Sprichwörter

Übermut kommt vor dem Fall

Sprichwörter stimmen. Immer. Sogar im Fußball. So bestätigte auch die letzte Runde in der Qualifikation zur Fußball-EM 2000 die Gültigkeit gleich mehrerer Sprichwörter: Die Sache mit dem Hochmut vor dem Fall, dem selten gut tuenden Übermut und dem blinden Eifer, der meistens schadet. In einigen Gruppen war die Ausgangslage zwar schon vor dem letzten Spiel klar gewesen, andere Nationalmannschaften mussten sich jedoch heftig Sorgen machen.

England, selbst spielfrei, war z.B. darauf angewiesen, dass der schon längst qualifizierte Tabellenführer Schweden die Polen schlug. Die dagegen hatten nicht nur vor zu gewinnen, sondern auch, die Engländer zu ärgern. "Ihr braucht gar nicht erst anfangen zu beten!" hatte man denen in den polnischen Medien schon vorbeugend erklärt, und auch die polnischen Spieler verkündeten vor dem Match, dass man sich auf jeden Fall statt der Engländer für die EM qualifizieren wolle, und wenn man dafür Schweden schlagen müsse, dann werde man die eben schlagen. So einfach sei das, good-bye, England.
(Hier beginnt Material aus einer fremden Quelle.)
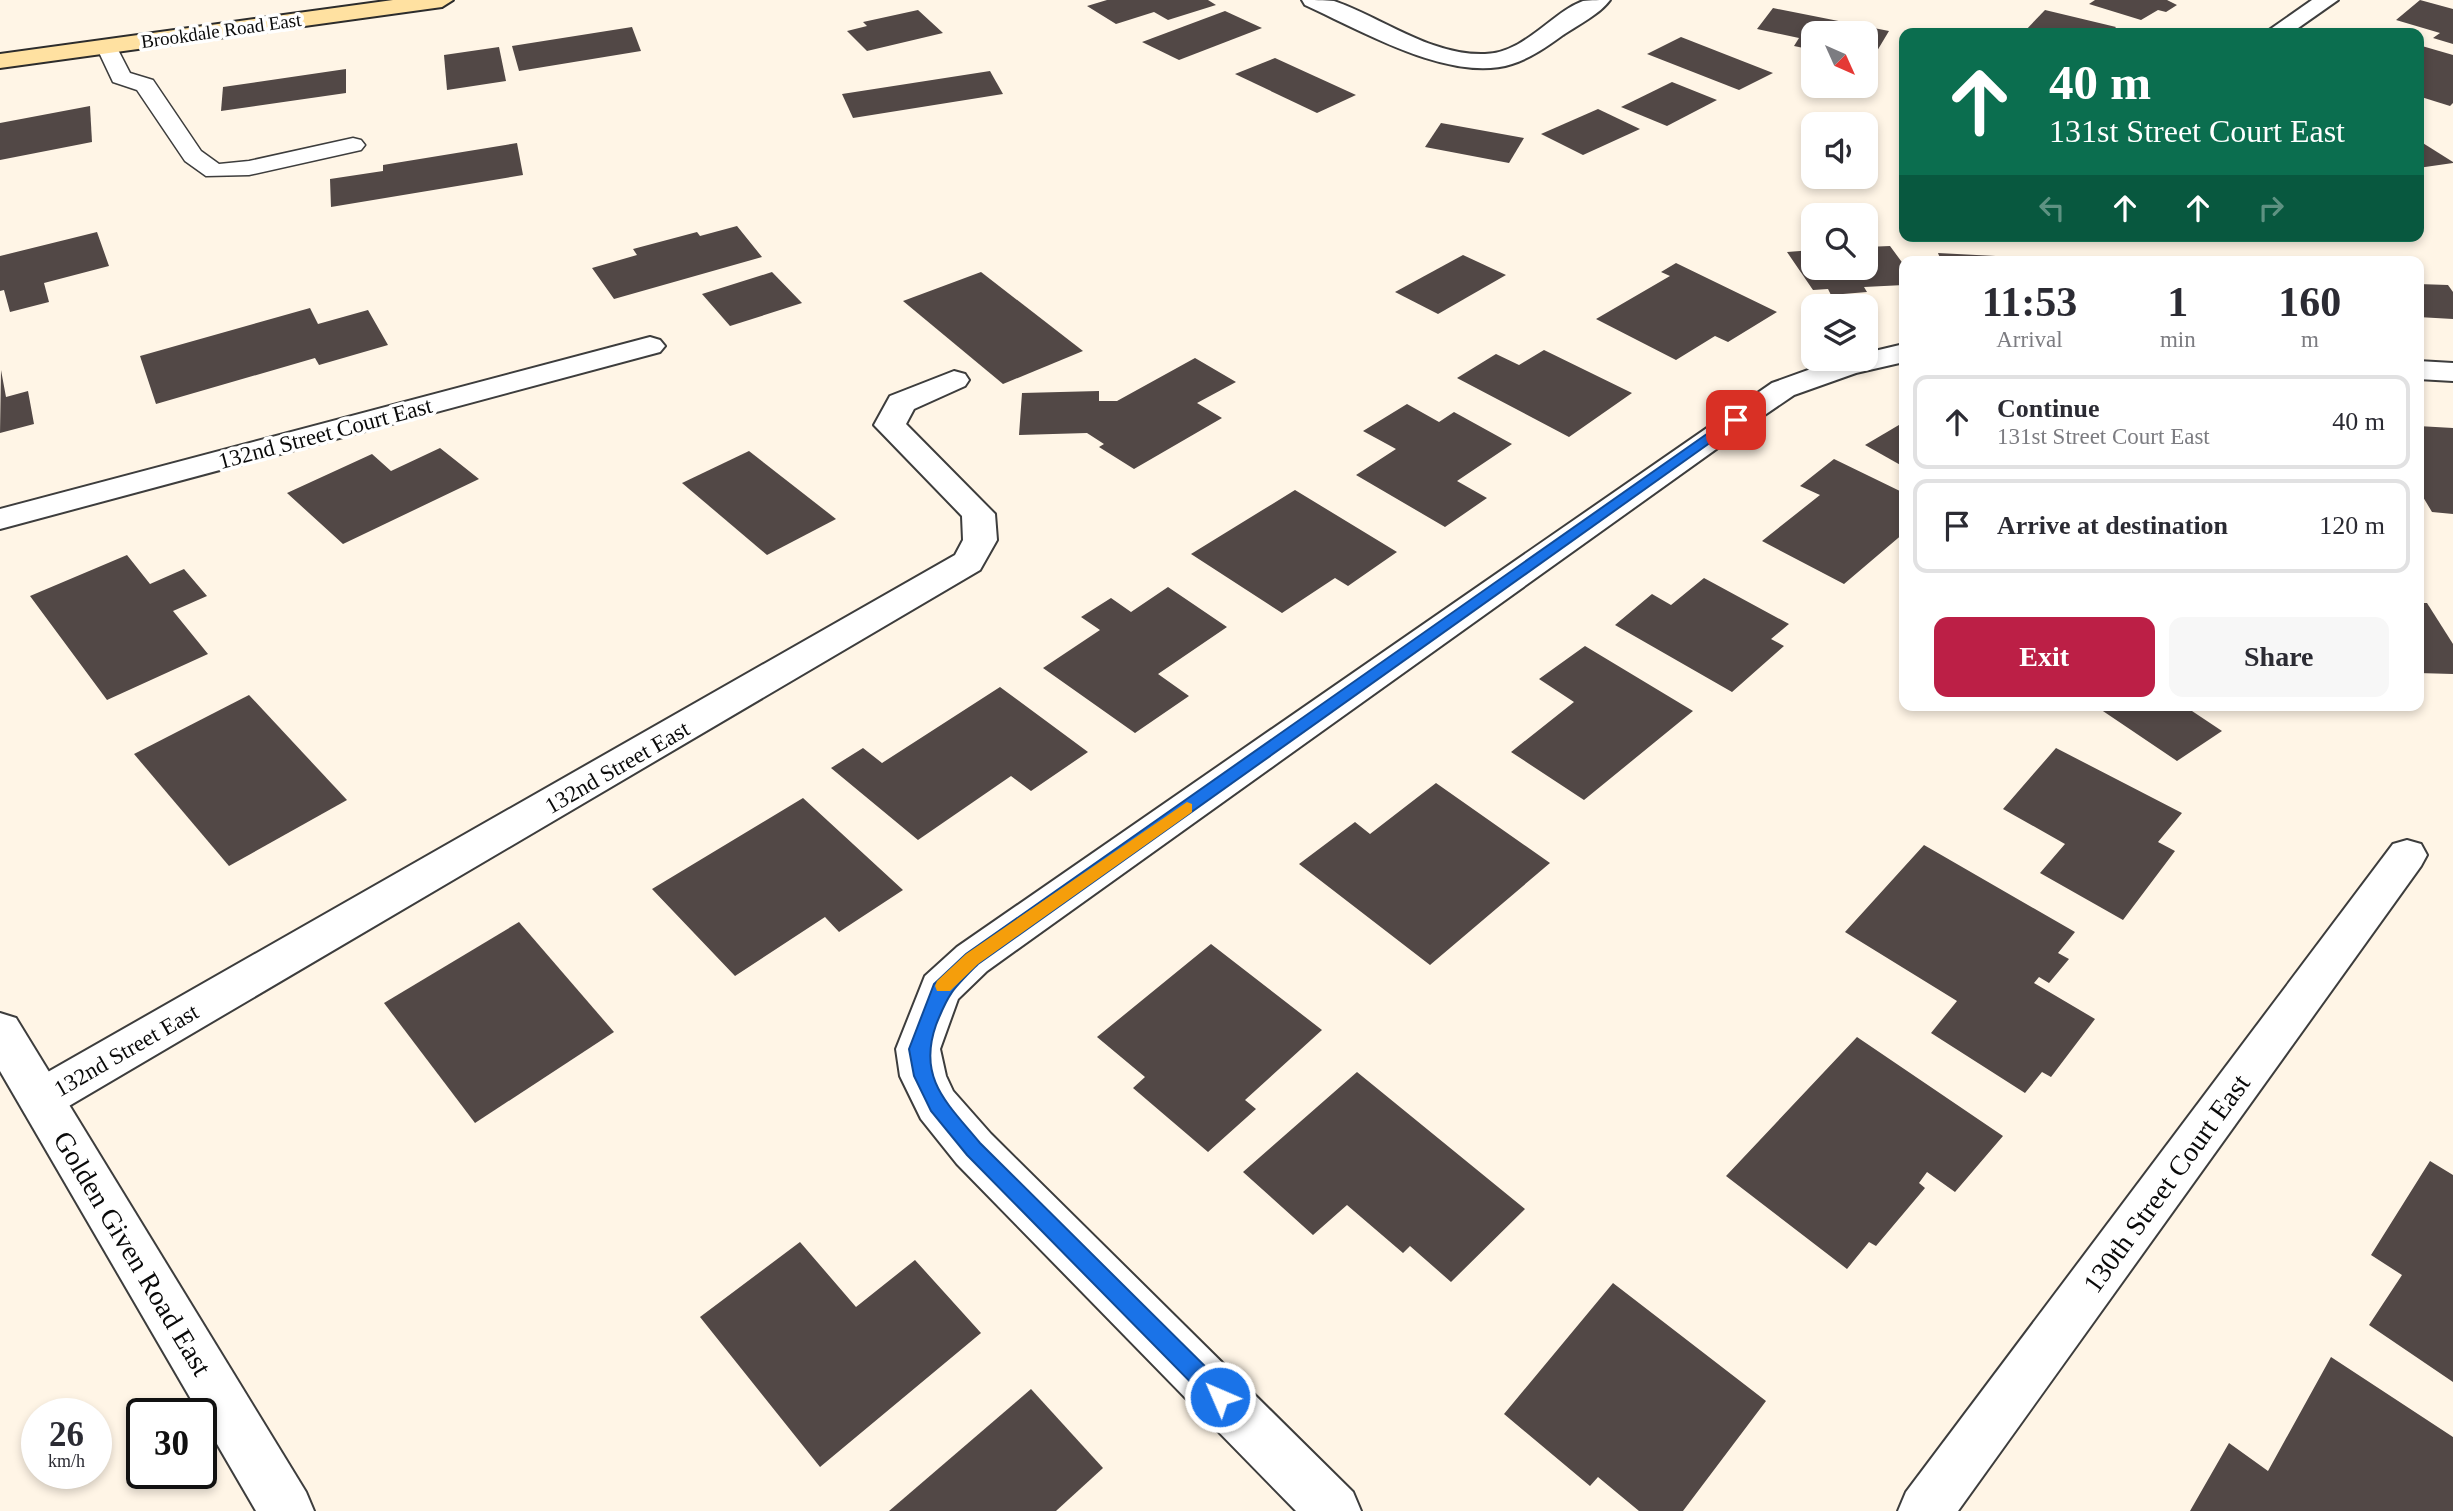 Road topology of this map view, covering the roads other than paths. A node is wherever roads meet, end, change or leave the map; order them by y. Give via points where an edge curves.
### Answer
1 (442, 0) edge
2 (1312, 0) edge
3 (1599, 0) edge
4 (2327, 0) edge
5 (2284, 28) edge
6 (107, 46) junction
7 (0, 61) edge
8 (353, 145) dead end
9 (650, 346) dead end
10 (1898, 354) edge
11 (2424, 370) edge
12 (2453, 372) edge
13 (954, 380) dead end
14 (0, 519) edge
15 (2407, 855) dead end
16 (0, 1031) edge
17 (41, 1099) junction
18 (287, 1511) edge
19 (1334, 1511) edge
20 (1925, 1511) edge

1 - 6 main road, Brookdale Road East
2 - 3 street via 1457,60 1490,62 1505,59
4 - 5 street
6 - 7 main road, Brookdale Road East
6 - 8 lane via 121,77 145,85 193,156 214,171
9 - 14 street, 132nd Street Court East
10 - 19 street via 1783,389 1736,420 972,959 940,989 918,1049 923,1076 937,1105 974,1149
11 - 12 street
13 - 17 street, 132nd Street East via 901,403 890,425 978,514 980,540 968,562
15 - 20 street, 130th Street Court East
16 - 17 street, Golden Given Road East
17 - 18 street, Golden Given Road East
Von wegen. Schweden gewann glatt mit 2:0. Die BBC-Radio-Reporter, die sicherheitshalber neben diesem Spiel am vergangenen Samstag auch immer mal wieder von der Rugby-WM berichteten, um zu zeigen, dass es durchaus auch Sportarten gibt, in denen Great Britain richtig erfolgreich ist, mussten sich niemals wirklich aufregen. Gleichbleibend ruhig schilderten sie das Match, in dem Schweden völlig überlegen war, und am Ende durften sie sich darüber freuen, dass ihr Team es in die Relegationsrunde zur EM geschafft hatte.

In der Gruppe 5 war es noch spannender: Neben der Ukraine hatten dort noch Russland und Frankreich Chancen darauf, im nächsten Jahr zur Europameisterschaft zu fahren. Während der Ukraine gegen Russland ein Unentschieden langen würde, müssten die Russen dagegen gewinnen. Und dann auch noch darauf hoffen, dass Frankreich Island nicht höher als 7:0 schlagen würde, denn sonst wäre der Weltmeister direkt qualifiziert.

Eigentlich Grund genug, sich ein paar prinzipielle Gedanken zu machen, aber nicht für die russischen Medien. Dort wurde das Spiel gegen den ungeliebten Nachbarn als klare Sache gesehen, deren Sieger eigentlich schon längst feststand. Auch für den übertragenden Staatssender. Mit einem etwas voreilig für das Match produzierten Spot hatte man die russischen Fans schon Tage vorher auf das Ereignis eingestimmt: "Moskau. 21 Uhr 44" war in das Bild des vollbesetzten Zentralstadions der Hauptstadt eingeblendet, in dem russische Fans wild Fahnen schwenkten und feierten.

Dann wurde das Bild dunkel. "Irgendwo in der Ukraine" herrschte Tristesse. Und Totenstille, bis eine Frau ihren Mann anschreit: "Guck mich nicht so an! Ich hab' nicht im Tor gestanden!" Dumm gelaufen. Denn Russland war nur bis 21 Uhr 41 Teilnehmer an der nächsten EM gewesen, dann schoss die Ukraine den Ausgleich und die Russen aus dem Wettbewerb. Und bestätigte damit erneut die Gültigkeit vieler schöner Sprichwörter. Die jedoch blöderweise gar nicht immer stimmen. Denn sonst hätte die Türkei gewonnen.